Akhi, anak dri Ust. Ilyas sdng drawat di RS krna trkena DBD dn skrng keadaanx
sdg kritis. Mhon doanya spy cpat smbuh. Insya Allah mlam ini ba’da isya ana mw
mnjenguk bliau dn ank bliau, antm bsa temani ana?”
Sontak
Haris pun kaget, anak dari Ustadz Ilyas tiba-tiba masuk rumah sakit karena
terkena demam berdarah. Dia sendiri baru beberapa hari berkunjung ke rumah
beliau dan dilihatnya anak beliau sehat-sehat saja, tapi hari ini benar-benar
tidak terduga.
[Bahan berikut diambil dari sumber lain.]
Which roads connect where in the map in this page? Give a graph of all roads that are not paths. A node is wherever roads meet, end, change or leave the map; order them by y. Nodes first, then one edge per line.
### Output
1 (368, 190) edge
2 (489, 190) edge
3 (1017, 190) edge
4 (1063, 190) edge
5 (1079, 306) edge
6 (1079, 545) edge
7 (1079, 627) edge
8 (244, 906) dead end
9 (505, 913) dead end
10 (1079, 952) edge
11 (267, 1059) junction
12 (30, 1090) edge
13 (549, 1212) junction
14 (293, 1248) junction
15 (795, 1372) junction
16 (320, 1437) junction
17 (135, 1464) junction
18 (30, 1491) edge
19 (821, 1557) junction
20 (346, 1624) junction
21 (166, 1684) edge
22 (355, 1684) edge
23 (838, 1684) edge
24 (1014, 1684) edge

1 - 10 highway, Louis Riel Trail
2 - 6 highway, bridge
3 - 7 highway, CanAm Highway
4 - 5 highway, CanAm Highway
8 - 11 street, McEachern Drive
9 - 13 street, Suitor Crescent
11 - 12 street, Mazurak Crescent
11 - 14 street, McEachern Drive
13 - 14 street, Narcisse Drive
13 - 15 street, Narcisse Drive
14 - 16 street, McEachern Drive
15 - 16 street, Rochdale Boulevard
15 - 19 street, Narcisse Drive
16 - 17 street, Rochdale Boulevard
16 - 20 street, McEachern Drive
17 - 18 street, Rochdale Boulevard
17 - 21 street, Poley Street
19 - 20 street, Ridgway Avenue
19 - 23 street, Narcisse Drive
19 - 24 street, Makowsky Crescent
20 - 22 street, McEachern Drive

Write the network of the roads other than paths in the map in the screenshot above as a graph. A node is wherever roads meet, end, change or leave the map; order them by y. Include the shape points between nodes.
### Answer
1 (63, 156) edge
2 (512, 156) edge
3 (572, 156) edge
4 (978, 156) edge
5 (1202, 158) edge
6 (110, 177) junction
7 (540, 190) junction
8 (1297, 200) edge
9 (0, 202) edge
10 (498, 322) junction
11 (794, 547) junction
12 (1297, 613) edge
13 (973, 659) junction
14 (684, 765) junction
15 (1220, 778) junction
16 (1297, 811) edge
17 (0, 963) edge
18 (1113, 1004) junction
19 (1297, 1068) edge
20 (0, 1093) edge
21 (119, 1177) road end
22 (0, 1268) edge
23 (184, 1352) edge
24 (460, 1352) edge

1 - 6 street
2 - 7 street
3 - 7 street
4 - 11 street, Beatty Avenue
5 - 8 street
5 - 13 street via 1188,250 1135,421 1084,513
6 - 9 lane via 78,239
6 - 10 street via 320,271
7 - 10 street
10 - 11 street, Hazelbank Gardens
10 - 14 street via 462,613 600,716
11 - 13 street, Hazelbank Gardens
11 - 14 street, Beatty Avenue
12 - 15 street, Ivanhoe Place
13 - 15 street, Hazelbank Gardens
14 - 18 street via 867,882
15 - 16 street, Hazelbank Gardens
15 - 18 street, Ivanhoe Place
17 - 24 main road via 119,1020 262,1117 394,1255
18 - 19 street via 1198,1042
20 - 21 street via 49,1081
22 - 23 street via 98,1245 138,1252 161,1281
Memang tidak ada yang bisa memastikan kapan manusia akan
mendapat cobaan dalam hidupnya seperti penyakit, kematian, meninggalnya
orang-orang yang kita cintai dan lainnya. Dan seharusnya manusia sadar, karena
hal itulah manusia harus lebih beriman dan bertakwa kepada penciptanya.
SMS
itu langsung dibalasnya dengan jawaban yang singkat.
“Salam.
Insya Allah bisa, nanti ana jemput sebelum Isya di kos antum!”
Dan
sepertinya malam ini pun akan memberikan Haris sebuah pelajaran yang sangat
berharga dan tidak akan pernah terlupakan dalam perjalanan hidupnya.